Uno de los dos libros que Amazon eliminó remotamente de los Kindle... conspiración del Big Government?
Gran libro. Y que buen grafitti.
1984 es uno de los textos básicos que todo defensor de la libertad debería leer. Y Rebelión en la granja.
...que es el otro que sacaron del Kindle.
De la gente de mi guardia, el ùnico que, no sòlo leyò, sino que conoce 1984, soy yo. Un dìa, una practicante casi me hace sentar de traste cuando me dijo que lo habìa leìdo. No me considero un gran lector, Medicina es una profesiòn muy absorbente, pero la ignorancia en cuestiones bàsicas de polìtica y economìa entre mis colegas, es alarmante. Son carne de cañòn de cuanto aventurero populista y demagogo ande suelto.
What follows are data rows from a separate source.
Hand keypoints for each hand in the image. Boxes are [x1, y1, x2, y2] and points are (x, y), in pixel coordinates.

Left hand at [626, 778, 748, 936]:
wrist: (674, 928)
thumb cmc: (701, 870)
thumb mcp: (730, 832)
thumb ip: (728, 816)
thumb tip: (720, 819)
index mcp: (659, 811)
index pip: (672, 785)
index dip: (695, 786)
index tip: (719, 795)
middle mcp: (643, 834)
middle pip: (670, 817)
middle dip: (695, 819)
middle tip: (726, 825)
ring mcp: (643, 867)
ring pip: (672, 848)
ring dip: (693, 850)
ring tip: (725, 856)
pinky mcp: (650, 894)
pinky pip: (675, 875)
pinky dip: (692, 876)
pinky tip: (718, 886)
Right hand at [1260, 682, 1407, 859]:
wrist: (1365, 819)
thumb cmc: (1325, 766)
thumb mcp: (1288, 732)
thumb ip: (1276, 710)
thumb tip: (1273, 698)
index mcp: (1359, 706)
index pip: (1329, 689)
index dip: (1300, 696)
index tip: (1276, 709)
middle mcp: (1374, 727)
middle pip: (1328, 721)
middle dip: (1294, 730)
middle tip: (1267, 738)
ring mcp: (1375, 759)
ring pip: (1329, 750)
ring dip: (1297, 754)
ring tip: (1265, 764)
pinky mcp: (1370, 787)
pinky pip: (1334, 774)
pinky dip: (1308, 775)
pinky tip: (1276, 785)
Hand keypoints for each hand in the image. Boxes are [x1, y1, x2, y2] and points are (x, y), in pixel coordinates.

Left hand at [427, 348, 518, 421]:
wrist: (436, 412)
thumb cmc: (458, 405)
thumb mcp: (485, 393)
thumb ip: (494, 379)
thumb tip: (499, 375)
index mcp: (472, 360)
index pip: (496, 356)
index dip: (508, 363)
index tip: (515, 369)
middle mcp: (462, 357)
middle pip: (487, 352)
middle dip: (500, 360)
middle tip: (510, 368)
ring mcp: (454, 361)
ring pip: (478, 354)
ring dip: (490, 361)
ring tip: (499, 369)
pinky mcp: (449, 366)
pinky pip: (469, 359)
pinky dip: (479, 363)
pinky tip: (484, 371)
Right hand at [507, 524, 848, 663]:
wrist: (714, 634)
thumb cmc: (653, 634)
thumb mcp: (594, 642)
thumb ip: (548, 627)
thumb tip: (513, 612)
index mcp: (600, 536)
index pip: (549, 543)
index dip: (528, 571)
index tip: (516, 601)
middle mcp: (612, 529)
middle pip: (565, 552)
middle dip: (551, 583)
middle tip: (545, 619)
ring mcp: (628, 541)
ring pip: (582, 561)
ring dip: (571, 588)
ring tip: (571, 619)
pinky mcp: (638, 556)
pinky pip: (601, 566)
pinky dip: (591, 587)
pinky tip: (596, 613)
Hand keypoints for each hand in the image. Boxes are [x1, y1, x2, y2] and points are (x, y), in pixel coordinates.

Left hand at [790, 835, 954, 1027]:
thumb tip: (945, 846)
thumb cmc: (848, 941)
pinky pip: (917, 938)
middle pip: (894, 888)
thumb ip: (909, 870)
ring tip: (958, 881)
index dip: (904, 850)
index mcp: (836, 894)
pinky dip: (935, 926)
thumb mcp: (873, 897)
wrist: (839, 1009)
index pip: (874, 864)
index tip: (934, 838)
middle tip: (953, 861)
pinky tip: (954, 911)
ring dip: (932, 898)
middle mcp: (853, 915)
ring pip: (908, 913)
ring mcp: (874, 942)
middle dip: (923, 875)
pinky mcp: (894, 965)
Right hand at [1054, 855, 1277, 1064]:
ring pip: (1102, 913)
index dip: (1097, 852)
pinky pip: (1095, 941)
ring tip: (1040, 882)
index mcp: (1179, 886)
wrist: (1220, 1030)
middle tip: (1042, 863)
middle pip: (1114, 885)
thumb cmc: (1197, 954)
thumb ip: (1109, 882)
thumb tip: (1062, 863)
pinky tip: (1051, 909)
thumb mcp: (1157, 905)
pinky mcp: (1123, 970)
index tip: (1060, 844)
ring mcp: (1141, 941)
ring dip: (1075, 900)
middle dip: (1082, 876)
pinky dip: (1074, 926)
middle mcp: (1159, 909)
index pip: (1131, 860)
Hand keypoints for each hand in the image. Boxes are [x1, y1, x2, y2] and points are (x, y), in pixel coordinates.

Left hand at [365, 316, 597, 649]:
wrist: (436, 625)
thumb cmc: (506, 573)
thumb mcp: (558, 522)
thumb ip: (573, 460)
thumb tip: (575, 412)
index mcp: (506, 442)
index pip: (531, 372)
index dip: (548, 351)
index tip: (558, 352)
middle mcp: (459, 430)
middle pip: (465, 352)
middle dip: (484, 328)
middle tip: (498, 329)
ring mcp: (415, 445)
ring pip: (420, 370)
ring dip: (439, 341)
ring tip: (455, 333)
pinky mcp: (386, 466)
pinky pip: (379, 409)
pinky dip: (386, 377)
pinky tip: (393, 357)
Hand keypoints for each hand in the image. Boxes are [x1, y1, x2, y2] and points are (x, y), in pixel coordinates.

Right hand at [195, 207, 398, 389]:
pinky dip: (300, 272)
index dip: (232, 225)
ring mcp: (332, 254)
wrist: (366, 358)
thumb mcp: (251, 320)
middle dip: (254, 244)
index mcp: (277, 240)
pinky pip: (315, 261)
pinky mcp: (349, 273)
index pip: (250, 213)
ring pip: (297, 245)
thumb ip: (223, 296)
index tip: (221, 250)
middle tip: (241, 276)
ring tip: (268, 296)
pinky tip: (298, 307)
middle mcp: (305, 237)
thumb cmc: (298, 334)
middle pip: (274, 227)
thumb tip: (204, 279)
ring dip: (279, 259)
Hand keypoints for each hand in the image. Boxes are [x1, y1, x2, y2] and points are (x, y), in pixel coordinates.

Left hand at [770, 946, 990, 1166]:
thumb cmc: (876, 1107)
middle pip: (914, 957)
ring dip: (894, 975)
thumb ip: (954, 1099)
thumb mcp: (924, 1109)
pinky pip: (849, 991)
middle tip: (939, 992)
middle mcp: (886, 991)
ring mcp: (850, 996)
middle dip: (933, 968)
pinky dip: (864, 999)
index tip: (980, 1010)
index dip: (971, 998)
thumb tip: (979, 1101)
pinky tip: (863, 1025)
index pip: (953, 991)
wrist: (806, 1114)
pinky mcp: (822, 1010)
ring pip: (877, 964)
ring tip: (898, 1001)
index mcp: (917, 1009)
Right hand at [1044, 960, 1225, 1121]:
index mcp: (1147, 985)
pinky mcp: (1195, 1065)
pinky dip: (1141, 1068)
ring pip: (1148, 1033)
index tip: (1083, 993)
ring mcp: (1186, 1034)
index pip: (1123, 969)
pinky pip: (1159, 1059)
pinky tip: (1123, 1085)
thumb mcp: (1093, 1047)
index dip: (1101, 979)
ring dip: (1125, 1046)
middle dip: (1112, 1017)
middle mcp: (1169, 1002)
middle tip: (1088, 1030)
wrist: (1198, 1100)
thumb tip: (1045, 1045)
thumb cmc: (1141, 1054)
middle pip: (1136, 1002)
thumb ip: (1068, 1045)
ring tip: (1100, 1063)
Es màs, creo que entre la poblaciòn general, sòlo una ìnfima parte conoce la fuente de inspiraciòn del programa Gran Hermano. Patètico.
Es la decadencia. Cuando leí 1984 y Rebelión en la Granja (en los '60) todos mis amigos y compañeros de estudio los conocían y eran temas comunes de nuestras conversaciones. Nuestra generación leía a los diez años de edad novelas que ahora no entenderían.
FranciscodAnconia publicó el video #7 de "Yo soy John Galt"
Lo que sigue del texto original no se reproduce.